А ведь всегда можно не врать. В случае с Алагиром можно было и так поступить: опоздал на съемку - так и скажи с экрана, мол, мы опоздали на съемку, видите - бой уже закончен, вот убитые, они несколько часов назад шли в атаку, вот раненный в этом бою, пусть он скажет несколько слов, пока его перевязывают. В искусстве пейзаж после битвы может впечатлять даже сильнее самой битвы, тем более что снять бой, находясь внутри него, непросто. Главное - не врать.

Таким образом, проблема дедокументализации захватывает самые различные сферы нашего бытия: от искусства до политики. Мы часто бываем виновниками дедокументализации поневоле, иногда вследствие «эмоциональной неграмотности» (выражение Горького).

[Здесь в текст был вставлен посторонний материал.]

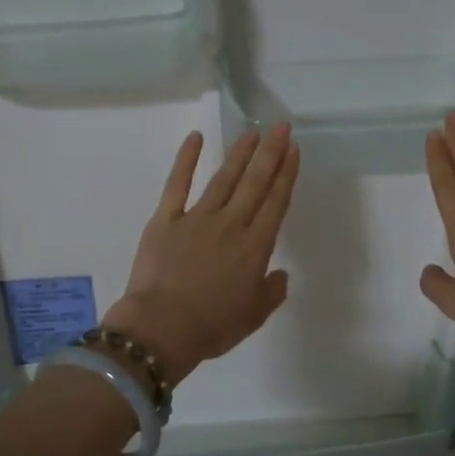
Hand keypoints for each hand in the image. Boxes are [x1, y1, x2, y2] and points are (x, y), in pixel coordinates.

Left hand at [104, 125, 299, 384]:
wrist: (161, 329)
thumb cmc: (211, 327)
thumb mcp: (253, 316)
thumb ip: (271, 292)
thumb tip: (279, 274)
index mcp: (254, 248)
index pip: (276, 203)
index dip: (286, 174)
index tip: (293, 150)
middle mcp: (230, 225)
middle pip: (255, 183)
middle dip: (270, 153)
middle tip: (280, 127)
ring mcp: (196, 218)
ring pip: (223, 179)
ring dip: (239, 154)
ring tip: (251, 133)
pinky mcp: (165, 219)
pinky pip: (177, 184)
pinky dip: (186, 160)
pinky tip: (195, 138)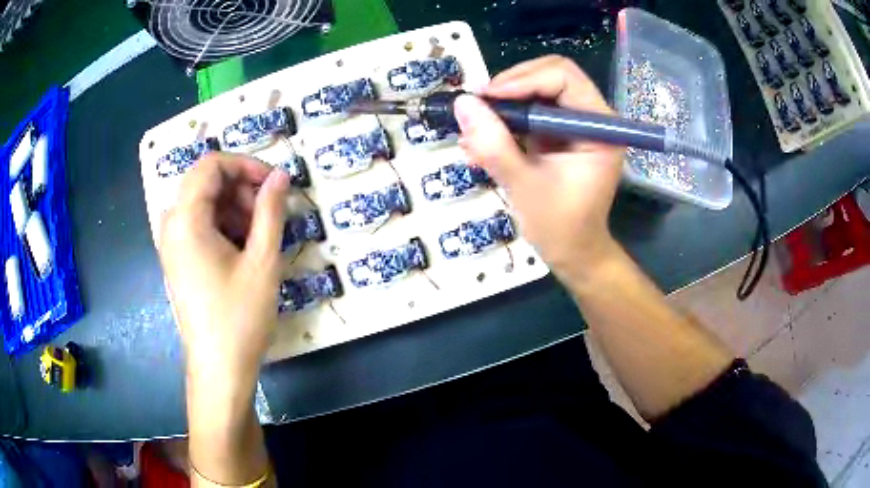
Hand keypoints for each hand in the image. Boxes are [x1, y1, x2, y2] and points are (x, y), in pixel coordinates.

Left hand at [158, 153, 289, 391]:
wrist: (219, 367)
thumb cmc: (239, 316)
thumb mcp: (262, 261)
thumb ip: (271, 210)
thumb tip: (281, 175)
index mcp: (186, 220)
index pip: (211, 165)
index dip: (245, 164)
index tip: (274, 182)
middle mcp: (171, 224)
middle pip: (205, 182)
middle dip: (241, 188)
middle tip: (269, 212)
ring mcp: (171, 243)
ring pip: (203, 203)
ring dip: (234, 207)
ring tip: (260, 234)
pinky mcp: (177, 259)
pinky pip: (198, 224)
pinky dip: (223, 224)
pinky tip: (243, 248)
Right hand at [454, 55, 624, 283]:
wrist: (573, 252)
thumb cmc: (559, 228)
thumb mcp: (524, 186)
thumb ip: (495, 145)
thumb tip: (463, 104)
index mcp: (601, 128)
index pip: (564, 78)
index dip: (523, 80)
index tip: (485, 99)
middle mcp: (593, 118)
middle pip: (550, 75)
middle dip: (510, 86)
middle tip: (477, 108)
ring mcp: (576, 123)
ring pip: (536, 89)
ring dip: (504, 103)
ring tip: (475, 127)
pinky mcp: (560, 132)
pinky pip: (530, 109)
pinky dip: (506, 118)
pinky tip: (483, 139)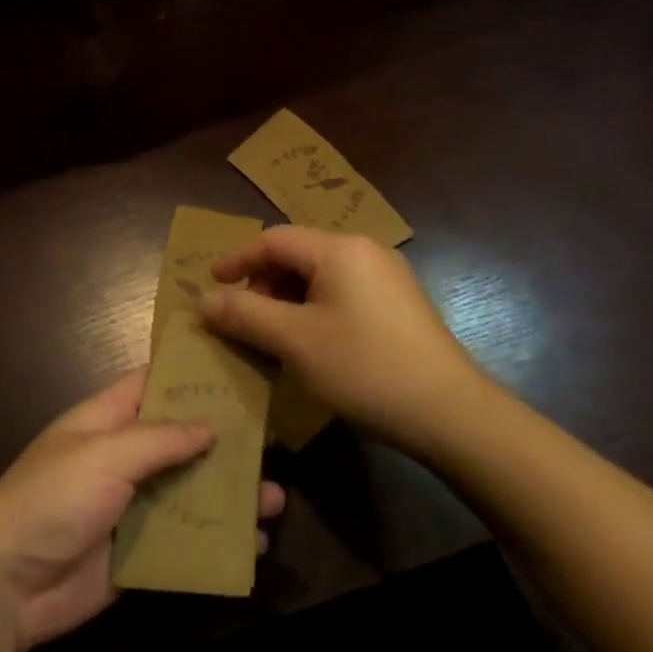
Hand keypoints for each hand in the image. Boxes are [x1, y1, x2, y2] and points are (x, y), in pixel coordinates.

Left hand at [0, 371, 285, 651]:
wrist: (6, 584)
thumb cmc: (52, 498)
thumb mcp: (104, 455)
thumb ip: (159, 438)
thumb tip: (209, 425)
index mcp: (108, 420)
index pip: (153, 382)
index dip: (191, 373)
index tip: (238, 363)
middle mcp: (123, 457)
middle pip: (182, 440)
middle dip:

Был поселок Лопасня, в нем жил Чехов. Для увековечения имени писателя поселок Лопасню переименовали в город Чехов. Теперь слово «Лопасня» стерто с географических карт, вычеркнуто из справочников, вместо него - Чехов. Но тут возникает такого рода парадокс. Чехов ведь не жил в Чехове, в Лопасне он жил. В дневниках и письмах писателя не Чехов упоминается, а Лопасня, с Лопасней связаны множество семейных документов и имена его родителей, братьев, сестер. Лика Мизинова тоже фигурирует в письмах, дневниках писателя в связи с Лопасней. Переименовав Лопасню в Чехов, мы не увековечили имя писателя, напротив, мы выкорчевали корни на том куске земли, которая была его малой родиной.

Или Толстой. Он умер на станции Астапово, и это безвестное до того место стало тотчас знаменитым, в последние часы жизни о его состоянии из Астапова шли телеграммы во все концы земли. Астапово было у всех на устах. Как только - опять-таки с самыми хорошими намерениями - Остапово переименовали в Лев Толстой, мы напрочь вырубили тот момент из нашей истории, потому что Толстой умер не на станции Лев Толстой, а на станции Астапово. Когда это название стирали с географических карт, мы как бы вторично хоронили Толстого.